Sämtliche Kantone haben die drei Vorlagen wuchtig abgelehnt. Keystone

Die Schweizerinnen und Schweizer haben alle drei eidgenössischen Vorlagen wuchtig abgelehnt.

Der Bundesrat musste damit zum zweiten Mal in diesem Jahr eine flächendeckende Niederlage einstecken.

Nach Auszählung der Resultate aus allen Kantonen ist klar: Das Volk hat am Wochenende die drei eidgenössischen Vorlagen wuchtig abgelehnt. Sämtliche Kantone sagten deutlich Nein zu allen Vorlagen.

Der Nein Stimmen-Anteil liegt bei allen Vorlagen knapp unter 70%. Am deutlichsten ist das Nein mit 68,6 bei der Mehrwertsteuer ausgefallen.

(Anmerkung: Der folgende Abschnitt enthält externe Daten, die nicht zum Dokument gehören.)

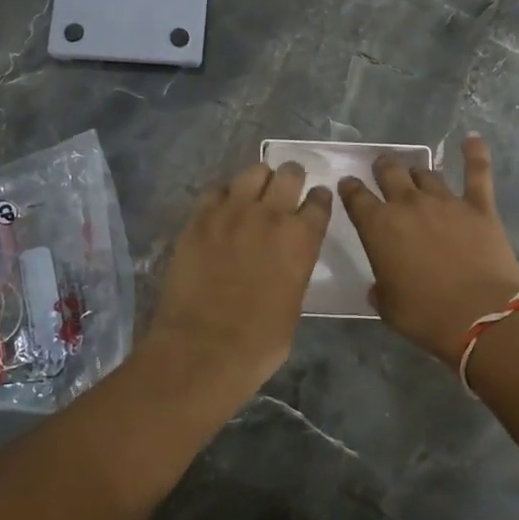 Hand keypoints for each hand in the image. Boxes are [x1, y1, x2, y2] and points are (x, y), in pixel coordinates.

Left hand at [146, 162, 332, 392]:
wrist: (204, 347)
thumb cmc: (259, 341)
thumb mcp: (294, 303)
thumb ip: (294, 269)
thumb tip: (285, 260)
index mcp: (302, 239)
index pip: (319, 202)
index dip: (318, 200)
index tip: (315, 201)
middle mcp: (271, 215)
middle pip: (289, 175)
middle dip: (291, 179)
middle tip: (286, 189)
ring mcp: (232, 212)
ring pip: (253, 172)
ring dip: (259, 180)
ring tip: (254, 193)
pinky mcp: (199, 218)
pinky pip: (216, 190)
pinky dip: (224, 195)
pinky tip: (222, 208)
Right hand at [338, 135, 518, 367]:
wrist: (480, 318)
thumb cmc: (425, 316)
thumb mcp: (388, 306)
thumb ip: (381, 287)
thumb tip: (381, 286)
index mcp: (378, 227)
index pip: (356, 197)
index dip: (350, 189)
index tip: (348, 185)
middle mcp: (408, 205)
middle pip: (389, 172)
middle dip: (383, 167)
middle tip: (382, 168)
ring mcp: (445, 201)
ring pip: (426, 173)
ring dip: (417, 171)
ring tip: (416, 172)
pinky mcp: (479, 206)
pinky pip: (477, 172)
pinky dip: (475, 153)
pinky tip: (472, 138) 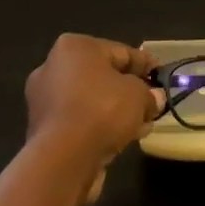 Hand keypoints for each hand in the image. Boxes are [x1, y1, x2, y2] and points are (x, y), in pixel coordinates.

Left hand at [24, 35, 163, 203]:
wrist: (63, 158)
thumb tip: (154, 99)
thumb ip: (149, 94)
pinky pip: (80, 121)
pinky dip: (99, 126)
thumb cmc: (102, 110)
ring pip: (91, 101)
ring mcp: (44, 99)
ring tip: (141, 125)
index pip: (120, 51)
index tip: (161, 75)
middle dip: (129, 90)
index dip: (144, 64)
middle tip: (151, 102)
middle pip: (103, 76)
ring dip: (116, 111)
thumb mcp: (138, 95)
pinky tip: (122, 139)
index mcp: (74, 47)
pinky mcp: (43, 129)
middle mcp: (54, 67)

Die 11. AHV-Revision lehnten die Stimmenden mit 67,9% Nein Stimmen ab. Das Steuerpaket lehnten 65,9 der Stimmenden ab.

Überdurchschnittlich deutlich wurden die 11. AHV-Revision und das Steuerpaket in der Romandie abgelehnt. Bei der Mehrwertsteuer gab es keine grossen regionalen Unterschiede.

Die Stimmbeteiligung war mit 51,1% relativ hoch.

Die zweite flächdeckende Niederlage

Der Versuch der rechtsbürgerlichen Kräfte, den Sozialstaat zurückzufahren, ist nach Einschätzung des Politologen Werner Seitz gescheitert. In diesem Sinne bedeute der Urnengang sicher einen Richtungsentscheid.

In einem polarisierten Umfeld sei ein klar rechtsbürgerlicher Kurs offensichtlich nicht mehrheitsfähig, erklärte Seitz vom Bundesamt für Statistik. Für Seitz war das dreifache Nein auch ein Votum gegen den neuen, «nach Rechts gerückten» Bundesrat.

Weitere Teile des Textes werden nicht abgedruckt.